- WHAT THE EXERCISE ASKS
Which lines below hold the word "other"? Copy all of them.

Dataset entries
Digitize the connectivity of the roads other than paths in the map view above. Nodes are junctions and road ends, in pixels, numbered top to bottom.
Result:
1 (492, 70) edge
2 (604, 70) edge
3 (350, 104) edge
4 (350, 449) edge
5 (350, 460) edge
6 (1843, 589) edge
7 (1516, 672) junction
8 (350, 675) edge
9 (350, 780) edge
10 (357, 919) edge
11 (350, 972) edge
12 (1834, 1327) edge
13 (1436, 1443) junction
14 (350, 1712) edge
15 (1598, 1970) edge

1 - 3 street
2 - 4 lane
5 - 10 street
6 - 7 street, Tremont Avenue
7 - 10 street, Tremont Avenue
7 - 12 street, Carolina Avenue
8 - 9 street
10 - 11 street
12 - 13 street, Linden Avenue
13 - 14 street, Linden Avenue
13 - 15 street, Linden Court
* * *
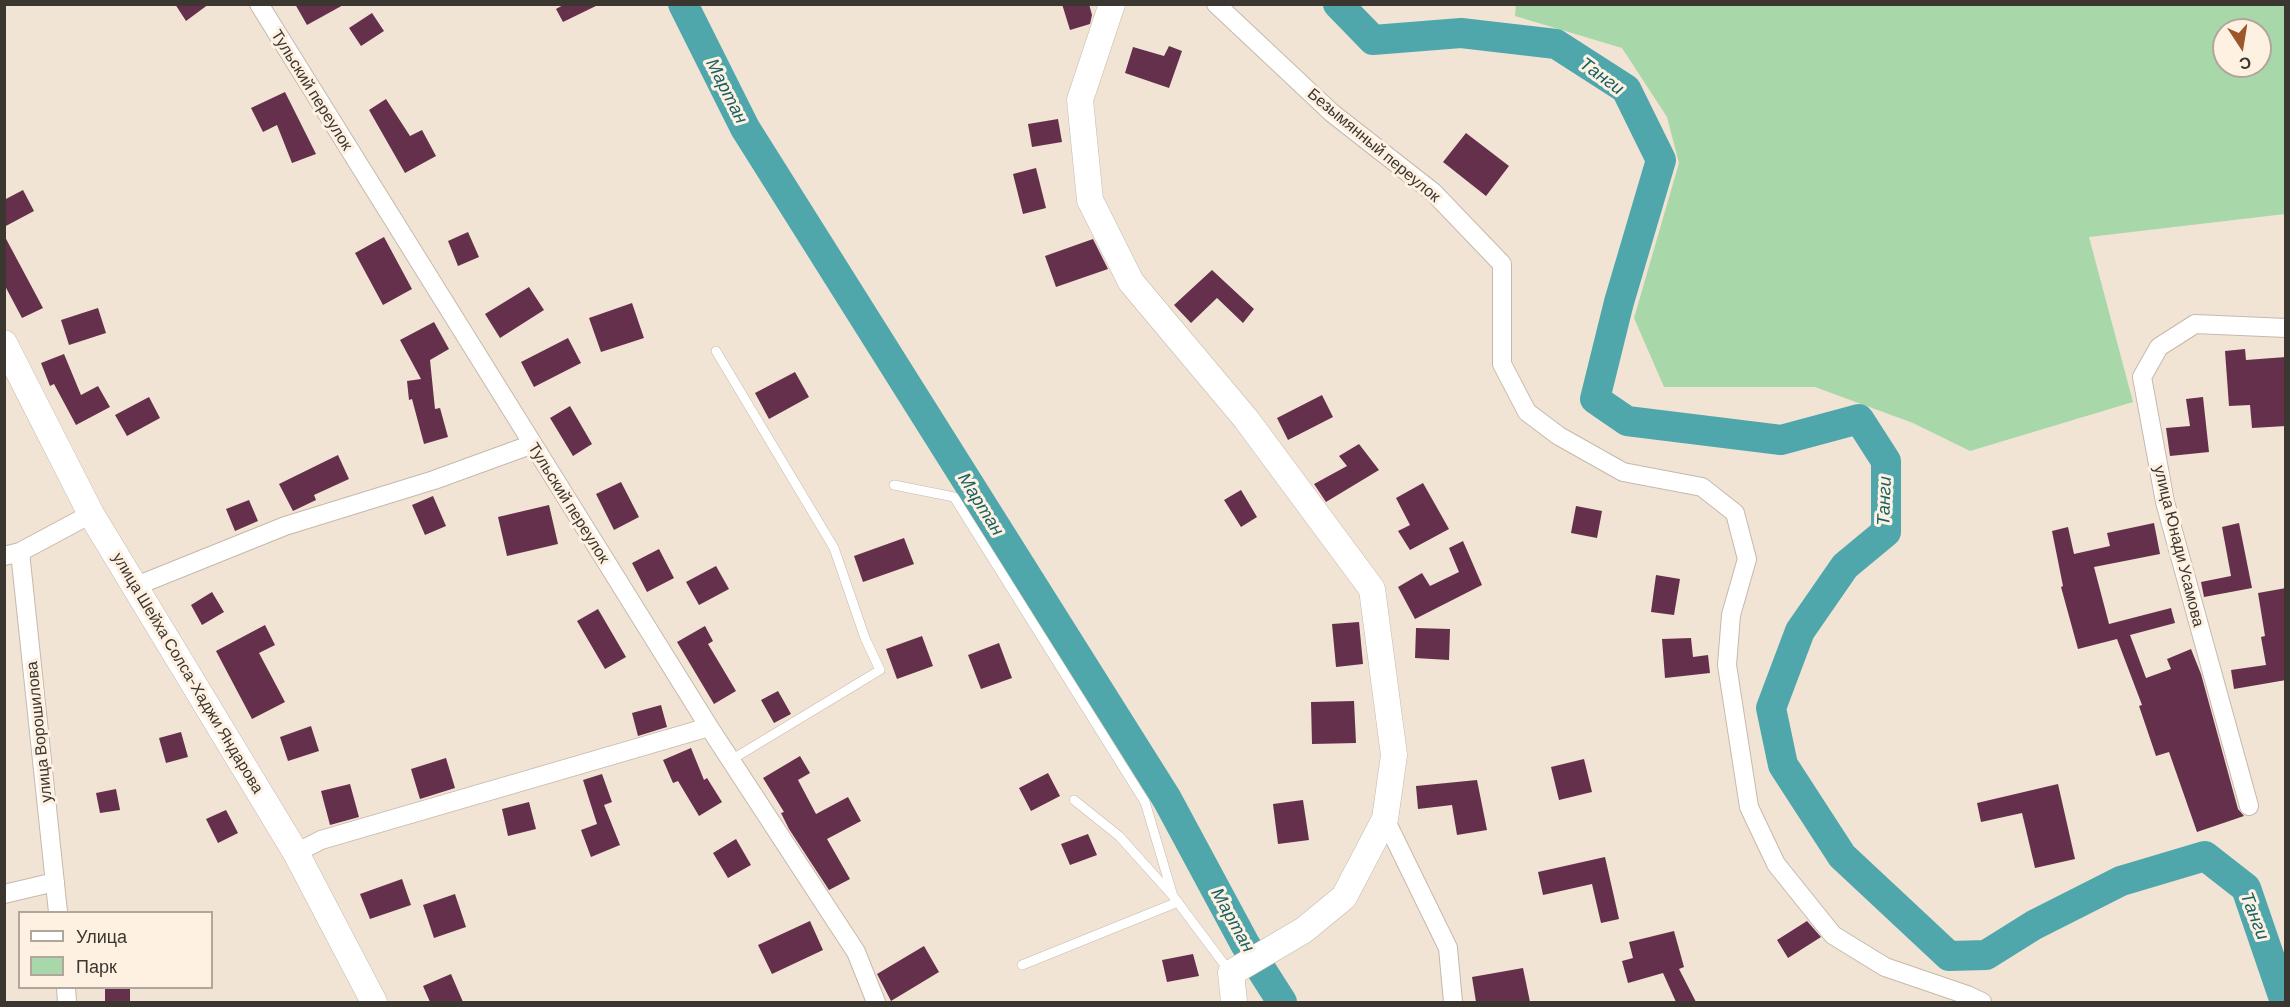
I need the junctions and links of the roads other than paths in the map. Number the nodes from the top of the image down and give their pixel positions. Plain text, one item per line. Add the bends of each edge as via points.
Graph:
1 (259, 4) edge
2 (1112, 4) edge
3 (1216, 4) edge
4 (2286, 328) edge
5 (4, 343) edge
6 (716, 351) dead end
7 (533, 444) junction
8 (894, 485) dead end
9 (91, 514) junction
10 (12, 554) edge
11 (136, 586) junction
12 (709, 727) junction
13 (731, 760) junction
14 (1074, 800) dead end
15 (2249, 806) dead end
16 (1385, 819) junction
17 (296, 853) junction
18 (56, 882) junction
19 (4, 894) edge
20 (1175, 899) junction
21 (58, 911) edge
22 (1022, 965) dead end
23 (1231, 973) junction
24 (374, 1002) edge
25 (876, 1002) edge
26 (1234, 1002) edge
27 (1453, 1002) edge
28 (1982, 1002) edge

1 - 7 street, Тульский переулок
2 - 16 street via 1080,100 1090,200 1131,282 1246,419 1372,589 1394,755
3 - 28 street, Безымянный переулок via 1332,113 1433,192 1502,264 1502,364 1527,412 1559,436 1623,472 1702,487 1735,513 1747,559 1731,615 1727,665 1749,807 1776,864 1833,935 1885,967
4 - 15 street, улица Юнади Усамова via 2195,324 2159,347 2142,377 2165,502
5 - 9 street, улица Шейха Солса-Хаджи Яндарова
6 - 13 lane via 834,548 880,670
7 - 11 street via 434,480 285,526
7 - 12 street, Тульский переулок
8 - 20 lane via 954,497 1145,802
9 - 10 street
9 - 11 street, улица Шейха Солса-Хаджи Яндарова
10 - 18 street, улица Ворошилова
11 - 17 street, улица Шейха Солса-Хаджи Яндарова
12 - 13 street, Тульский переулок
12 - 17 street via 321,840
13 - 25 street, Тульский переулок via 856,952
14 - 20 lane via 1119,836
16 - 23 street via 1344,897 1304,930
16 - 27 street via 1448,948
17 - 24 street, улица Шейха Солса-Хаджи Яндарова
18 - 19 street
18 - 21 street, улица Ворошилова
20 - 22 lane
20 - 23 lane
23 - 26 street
* * *
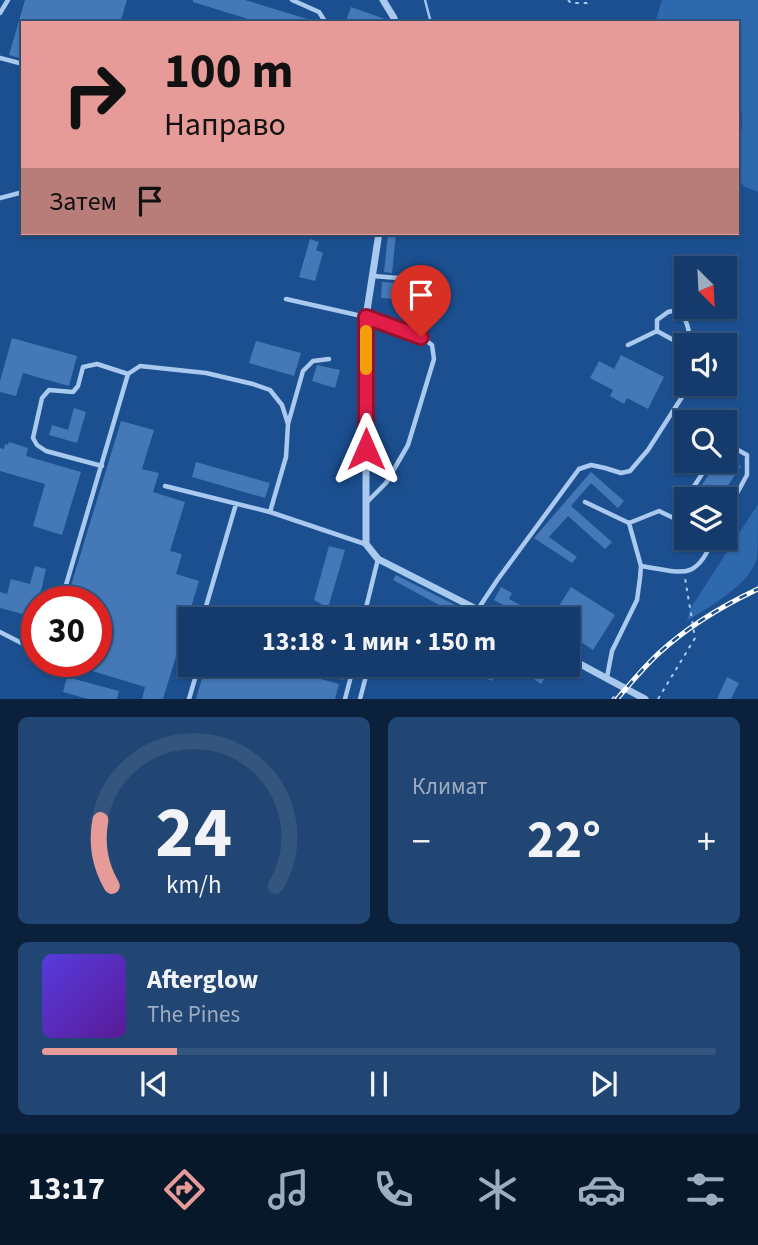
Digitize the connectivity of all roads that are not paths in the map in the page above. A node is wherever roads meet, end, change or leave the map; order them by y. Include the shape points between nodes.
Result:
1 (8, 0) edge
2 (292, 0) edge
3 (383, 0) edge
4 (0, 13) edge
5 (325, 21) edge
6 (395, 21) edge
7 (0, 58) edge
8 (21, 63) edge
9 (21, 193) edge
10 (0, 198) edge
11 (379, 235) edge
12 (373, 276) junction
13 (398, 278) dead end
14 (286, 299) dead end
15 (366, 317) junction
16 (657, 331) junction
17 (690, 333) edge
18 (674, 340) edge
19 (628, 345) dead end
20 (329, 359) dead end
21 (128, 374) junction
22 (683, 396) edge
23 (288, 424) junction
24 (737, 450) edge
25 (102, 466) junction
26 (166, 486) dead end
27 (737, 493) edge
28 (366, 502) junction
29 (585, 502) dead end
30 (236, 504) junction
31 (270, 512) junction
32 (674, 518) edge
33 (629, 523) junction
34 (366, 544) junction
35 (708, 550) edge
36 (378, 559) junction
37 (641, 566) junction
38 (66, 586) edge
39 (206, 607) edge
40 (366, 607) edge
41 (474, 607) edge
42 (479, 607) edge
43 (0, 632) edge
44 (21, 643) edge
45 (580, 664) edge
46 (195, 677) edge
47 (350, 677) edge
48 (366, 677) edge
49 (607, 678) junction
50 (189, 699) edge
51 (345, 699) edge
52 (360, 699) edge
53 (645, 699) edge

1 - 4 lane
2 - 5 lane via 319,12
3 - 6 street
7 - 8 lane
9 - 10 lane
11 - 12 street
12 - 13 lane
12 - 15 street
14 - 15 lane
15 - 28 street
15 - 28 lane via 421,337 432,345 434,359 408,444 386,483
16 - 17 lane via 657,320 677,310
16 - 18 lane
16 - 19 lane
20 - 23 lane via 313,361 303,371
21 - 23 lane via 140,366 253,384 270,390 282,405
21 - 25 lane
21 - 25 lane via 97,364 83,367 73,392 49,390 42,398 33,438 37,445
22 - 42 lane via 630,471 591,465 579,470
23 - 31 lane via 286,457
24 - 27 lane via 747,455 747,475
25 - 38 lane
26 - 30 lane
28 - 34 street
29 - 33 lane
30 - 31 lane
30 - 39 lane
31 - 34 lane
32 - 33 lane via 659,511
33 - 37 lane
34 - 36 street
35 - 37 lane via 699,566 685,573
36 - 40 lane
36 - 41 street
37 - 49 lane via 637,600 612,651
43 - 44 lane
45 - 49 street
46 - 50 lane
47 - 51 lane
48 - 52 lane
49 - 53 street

- EXERCISE OUTPUT
Digitize the connectivity of the roads other than paths in the map view above. Nodes are junctions and road ends, in pixels, numbered top to bottom.
I need the junctions and links of the roads other than paths in the map. Number the nodes from the top of the image down and give their pixel positions. Plain text, one item per line. Add the bends of each edge as via points.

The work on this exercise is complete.